After the tea was made they all sat down in the lounge.
"So yes," Paulie said suddenly, and softly, "I saw the paper this morning." They all seemed to sit there quietly. Unsure of how to go on. Unsure of what to say.
"The whole country's on a lookout for you now," she said, "they know your faces." Their stomachs turned and April pushed away her tea onto the coffee table.
"And I'm sorry but I don't know what to do," she said, "But you can stay here as long as you need to."
"Thankyou," Jeremy replied.
"I'm just sorry I can't help more."
After dinner April, still extremely tired and her body taken over probably more by anxiety than anything decided on an early night. After reading for a while Paulie went to bed as well and it was 2 the next morning when April woke again. The other side of the bed was unthouched, neat. She slipped out of the bed and opened the door to the pitch black hall. At the end of the hall there was a faint light and she walked slowly towards it, feeling the walls either side of herself.

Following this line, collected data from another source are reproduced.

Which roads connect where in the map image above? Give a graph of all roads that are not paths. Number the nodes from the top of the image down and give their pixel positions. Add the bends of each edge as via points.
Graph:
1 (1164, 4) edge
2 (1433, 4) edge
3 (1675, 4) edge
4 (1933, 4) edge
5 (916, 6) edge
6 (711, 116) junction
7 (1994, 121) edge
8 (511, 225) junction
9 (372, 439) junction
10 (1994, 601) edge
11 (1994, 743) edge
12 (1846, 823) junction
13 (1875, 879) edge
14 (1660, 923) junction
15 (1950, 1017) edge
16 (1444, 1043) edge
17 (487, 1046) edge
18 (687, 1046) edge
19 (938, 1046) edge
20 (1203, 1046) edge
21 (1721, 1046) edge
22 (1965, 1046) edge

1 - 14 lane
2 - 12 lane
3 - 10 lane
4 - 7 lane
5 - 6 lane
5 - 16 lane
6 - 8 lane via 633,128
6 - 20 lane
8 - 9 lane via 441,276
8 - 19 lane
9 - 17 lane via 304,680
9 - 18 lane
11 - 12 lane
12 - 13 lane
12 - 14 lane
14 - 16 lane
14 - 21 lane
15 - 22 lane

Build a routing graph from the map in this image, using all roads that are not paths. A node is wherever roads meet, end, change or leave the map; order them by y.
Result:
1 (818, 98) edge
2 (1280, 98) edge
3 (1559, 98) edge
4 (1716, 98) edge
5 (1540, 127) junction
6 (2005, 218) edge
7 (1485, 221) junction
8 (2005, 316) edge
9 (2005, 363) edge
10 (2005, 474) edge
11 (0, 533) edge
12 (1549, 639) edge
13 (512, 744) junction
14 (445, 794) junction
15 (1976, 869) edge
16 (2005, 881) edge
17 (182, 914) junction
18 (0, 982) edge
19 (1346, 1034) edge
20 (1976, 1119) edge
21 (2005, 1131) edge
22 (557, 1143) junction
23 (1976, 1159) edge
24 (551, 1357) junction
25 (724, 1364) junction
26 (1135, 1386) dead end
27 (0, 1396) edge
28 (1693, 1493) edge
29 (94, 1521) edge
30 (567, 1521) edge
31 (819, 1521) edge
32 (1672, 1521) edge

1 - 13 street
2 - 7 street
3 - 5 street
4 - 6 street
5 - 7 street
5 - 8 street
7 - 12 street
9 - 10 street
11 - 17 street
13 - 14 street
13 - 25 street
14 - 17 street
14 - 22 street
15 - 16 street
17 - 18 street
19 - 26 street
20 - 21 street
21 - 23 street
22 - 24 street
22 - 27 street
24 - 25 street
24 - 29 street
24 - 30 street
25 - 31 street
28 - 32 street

When she reached the end of the hall she ended up at the lounge room.
There Jeremy sat on Paulie's vintage couch. A lamp above him shining brightly on his dreaming mind. A book lay open on his chest. She smiled at her husband despite anxiety running right through her. She sat beside him and lay her head on his shoulder. He woke, startled.
"I'm sorry," she said guiltily, "I didn't mean to wake you."
"It's okay," he said smiling, looking right into her eyes.
She sighed, "What are we going to do?"
"I dont know," he said as he put his arm around her, letting her head sit on his shoulder. They both sat there in silence, both thinking. Despite being searched for by the country they tried to enjoy the moment that was as close to perfect as they would get for a while.
They both felt the heat from the lamp above them and tried hard to see light of the situation.